- Spouse: Princess Takara (later Empress Kōgyoku/Saimei)
- Issue: Prince Kara [ja]
- House: Imperial house of Japan
- Father: Prince Tame

= Prince Takamuku =

Japanese prince, and first husband of Empress Kōgyoku

Prince Takamuku (高向王; Takamuku no Ōkimi) was the first husband of Princess Takara (later Empress Kōgyoku/Saimei), and a son of Prince Tame, making him a grandson of Emperor Yōmei. He had one son, Prince Kara (also known as Prince Aya), from his marriage with Princess Takara.

==Life==
Prince Takamuku was born as the son of Prince Tame, a son of Emperor Yōmei and his concubine Soga no Ishikina.
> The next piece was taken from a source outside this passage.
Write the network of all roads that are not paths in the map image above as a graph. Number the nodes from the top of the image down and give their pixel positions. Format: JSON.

It is believed to have been bought up by a man named Takamuku no Kunioshi.

He married Princess Takara and they had one child together, named Prince Kara (also known as Prince Aya). However, the couple separated for unknown reasons, sometime before Princess Takara's second husband, Prince Tamura, succeeded to the throne as Emperor Jomei.
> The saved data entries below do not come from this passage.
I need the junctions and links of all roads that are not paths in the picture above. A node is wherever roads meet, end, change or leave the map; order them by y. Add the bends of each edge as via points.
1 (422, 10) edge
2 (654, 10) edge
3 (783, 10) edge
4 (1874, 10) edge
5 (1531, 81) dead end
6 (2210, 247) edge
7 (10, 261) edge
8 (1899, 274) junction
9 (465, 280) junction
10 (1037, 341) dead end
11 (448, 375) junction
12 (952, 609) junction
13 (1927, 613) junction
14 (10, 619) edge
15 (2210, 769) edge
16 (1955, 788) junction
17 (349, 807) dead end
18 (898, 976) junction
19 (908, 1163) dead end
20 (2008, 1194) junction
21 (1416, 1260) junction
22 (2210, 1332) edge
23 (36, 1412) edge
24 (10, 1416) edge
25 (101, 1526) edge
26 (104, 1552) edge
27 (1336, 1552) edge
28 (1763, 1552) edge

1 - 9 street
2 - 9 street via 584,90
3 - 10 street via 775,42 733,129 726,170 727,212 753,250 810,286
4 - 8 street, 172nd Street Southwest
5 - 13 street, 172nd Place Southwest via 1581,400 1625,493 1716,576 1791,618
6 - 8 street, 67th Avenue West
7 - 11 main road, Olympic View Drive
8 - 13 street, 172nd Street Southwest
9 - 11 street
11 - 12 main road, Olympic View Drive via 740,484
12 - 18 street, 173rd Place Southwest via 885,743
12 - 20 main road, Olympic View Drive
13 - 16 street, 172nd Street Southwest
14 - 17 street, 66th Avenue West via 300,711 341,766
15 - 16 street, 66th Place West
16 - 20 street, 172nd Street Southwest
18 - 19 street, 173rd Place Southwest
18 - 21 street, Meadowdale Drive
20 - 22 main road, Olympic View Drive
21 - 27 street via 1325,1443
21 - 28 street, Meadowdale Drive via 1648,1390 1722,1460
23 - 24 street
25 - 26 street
Prince Takamuku was not recorded in most imperial geologies, but is mentioned in the Nihon Shoki. However, much of his life is not recorded.

==Emperor Tenmu theory==
Many people, such as historian Yamato Iwao, have theorised that Prince Ōama (later Emperor Tenmu), is the son of Prince Takamuku, as the Prince Kara mentioned as the son of Takamuku and Empress Kōgyoku. The theory is based of medieval writings (such as the Ichidai Yoki) that state Prince Ōama is actually older than Prince Nakano Ōe (later Emperor Tenji). Historian Yamato Iwao has said that if this is true, then there is a possibility that Prince Ōama may be Prince Kara. Author Sasa Katsuki also put forward the theory that Tenmu was older than Tenji in 1974, but stated Tenmu may have been of Silla origin, with historian Yasuko Kobayashi soon after proposing the theory that Tenmu was the son of Kōgyoku and Takamuku. However this has been heavily contested by historians of the Nihon Shoki, as there is little to no evidence outside of these medieval writings.